Women in increasing number attentively listen to the sermons of Maulana Fazlullah, a leader of the outlawed Tehrik Nifaz-e-Shariat-e-Muhammadi, on illegal FM radio stations in and around Swat. The proscribed organization has restarted its campaign against obscenity in the Malakand Agency and its neighboring areas.
“He speaks our language and talks about our issues. It’s better to listen to him than watch irrelevant TV programmers,” says a woman listener.

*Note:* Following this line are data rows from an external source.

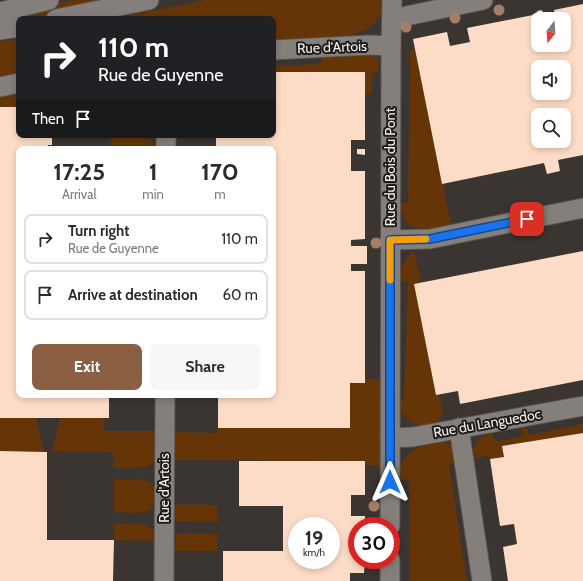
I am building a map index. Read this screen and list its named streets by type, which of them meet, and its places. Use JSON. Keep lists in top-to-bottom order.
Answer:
{
  "streets": {
    "street": ["Rue d'Artois", "Rue du Bois du Pont", "Rue du Languedoc"]
  },
  "crossings": [
    ["Rue d'Artois", "Rue du Bois du Pont"],
    ["Rue du Bois du Pont", "Rue du Languedoc"]
  ],
  "north": "bottom",
  "page": {
    "turn": ["110 m", "Rue de Guyenne"],
    "then": "Then",
    "eta": [
      "17:25",
      "Arrival",
      "1",
      "min",
      "170",
      "m"
    ],
    "list": [
      {
        "name": "Turn right",
        "note": "Rue de Guyenne",
        "value": "110 m"
      },
      {
        "name": "Arrive at destination",
        "value": "60 m"
      }
    ],
    "buttons": ["Exit", "Share"],
    "speed": "19 km/h",
    "limit": "30"
  }
}
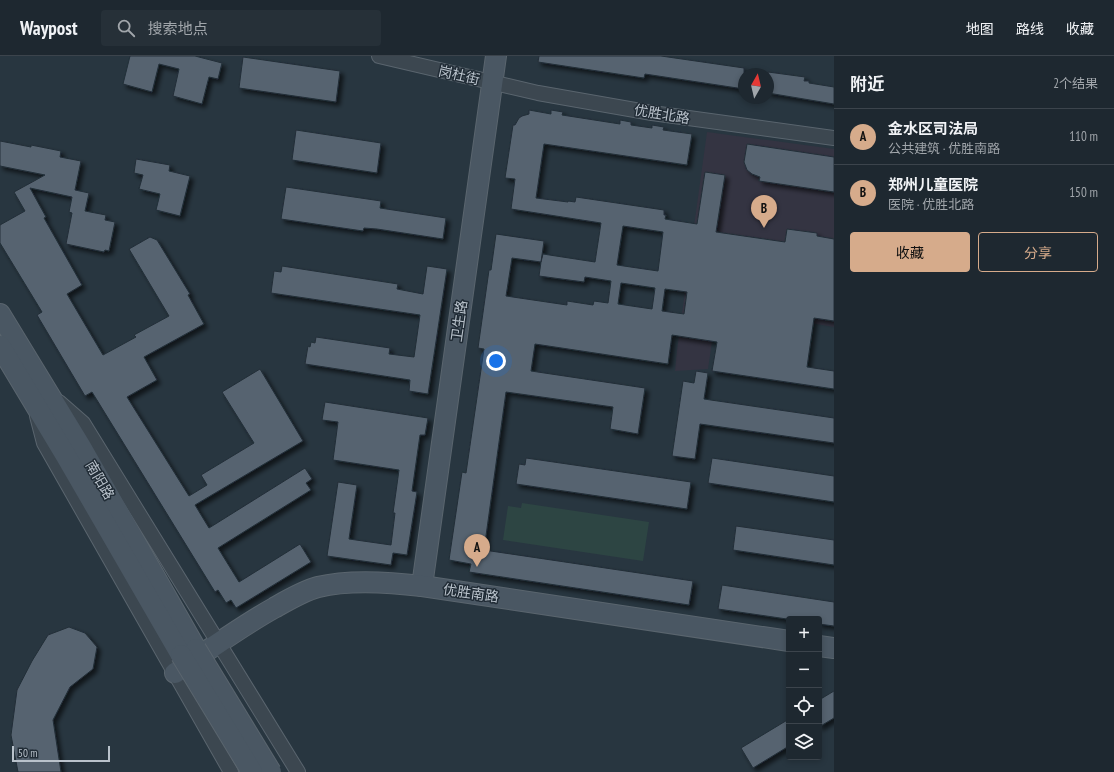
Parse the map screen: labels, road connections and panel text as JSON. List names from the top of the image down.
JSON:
{
  "streets": {
    "street": [
      "岗杜街",
      "优胜北路",
      "卫生路",
      "南阳路",
      "优胜南路"
    ]
  },
  "crossings": [
    ["岗杜街", "优胜北路"],
    ["岗杜街", "卫生路"],
    ["优胜北路", "卫生路"],
    ["卫生路", "优胜南路"],
    ["南阳路", "优胜南路"]
  ],
  "scale_bar": "50 m",
  "north": "top",
  "page": {
    "header": "Waypost",
    "search": "搜索地点",
    "nav": ["地图", "路线", "收藏"],
    "heading": ["附近", "2个结果"],
    "list": [
      {
        "mark": "A",
        "name": "金水区司法局",
        "note": "公共建筑 · 优胜南路",
        "value": "110 m"
      },
      {
        "mark": "B",
        "name": "郑州儿童医院",
        "note": "医院 · 优胜北路",
        "value": "150 m"
      }
    ],
    "pins": ["B", "A"],
    "buttons": ["收藏", "分享"],
    "map_buttons": ["+", "−"],
    "scale": "50 m"
  }
}
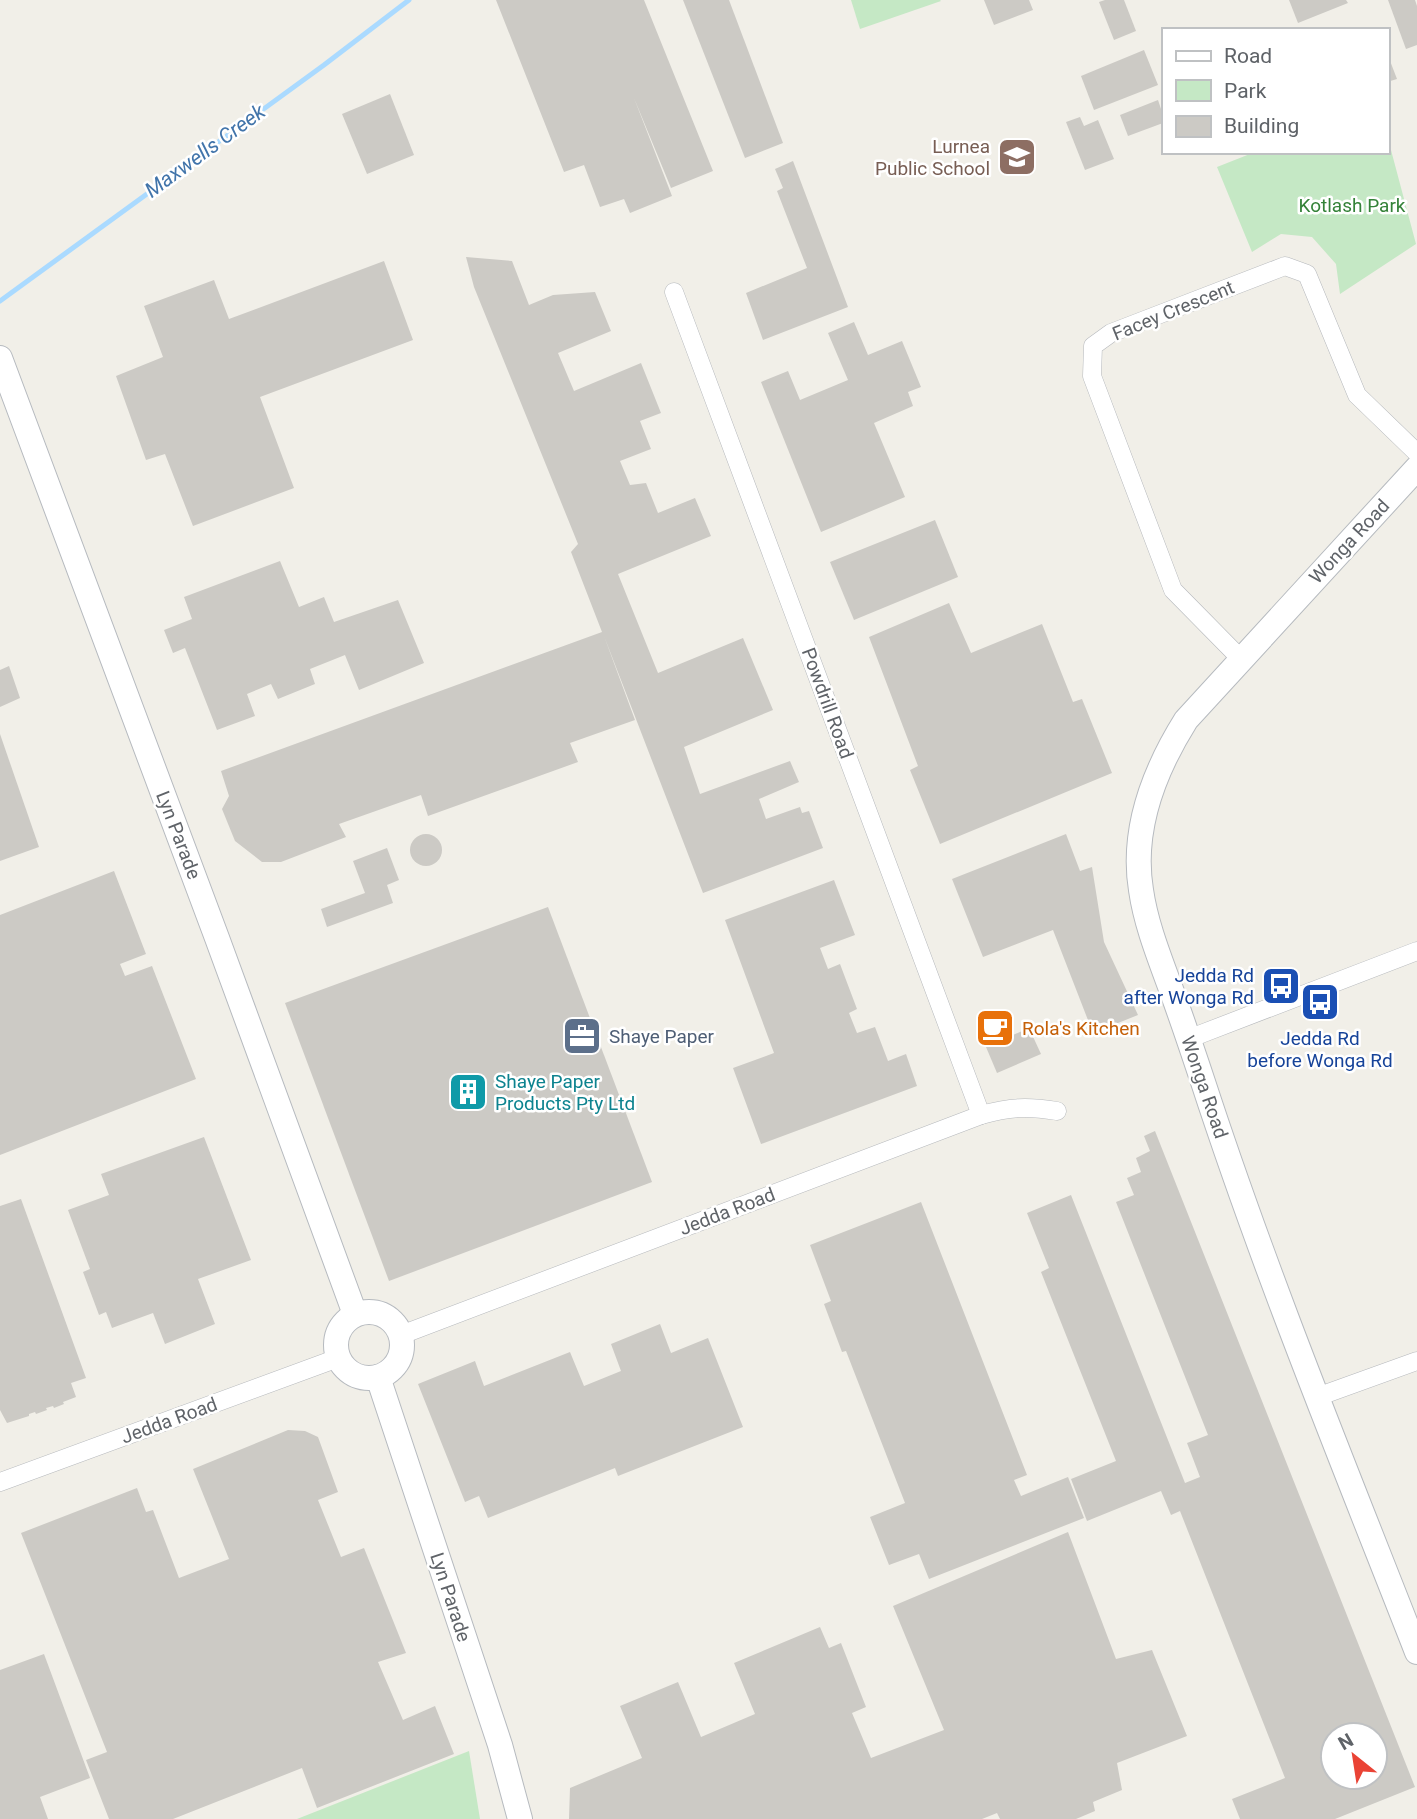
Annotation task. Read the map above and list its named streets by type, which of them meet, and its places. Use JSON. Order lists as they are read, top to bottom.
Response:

“In one of his speeches, Maulana Radio warned women that their nikah would be invalidated if they did not make their husbands grow beards,” says another woman in Saidu Sharif. She does not want to be named in the story. Salma Khatoon, a 26-year widow, attributes her changed lifestyle to the eye-opening sermons on FM radio. A resident of Sharifabad, she avidly tunes into the programmes of Maulana Fazlullah and Maulana Ishaque every morning and evening. She thinks it is the best way for illiterate rural women to acquire a smattering of religious knowledge.
“Even a poor family can afford a radio and listen to the sermons. Speeches of knowledgeable religious scholars on FM radio have changed my life. And I have started telling other women to get their husbands abandon their un-Islamic ways,” says Salma. Mohammad Aman, who lives in Saidu Sharif, says his sister took to the burqa when she became influenced by the sermons she listened to on FM radio. “My aunt was given to using foul language. But now, influenced by the sermons, she has become completely unfamiliar with the profanities that she previously rattled off with remarkable ease,” he recalls.
Activists of the proscribed organization financially compensate those who voluntarily close their audio-video shops. But they are known to resort to ‘strong-arm method’ when persuasion fails to work. Police, last week, arrested 24 TNSM activists for trying to set ablaze CDs, TV sets, video and audiocassettes in Mingora. “An FIR was registered against them. They were apparently waging a campaign against obscenity,” said an official of the Mingora police station.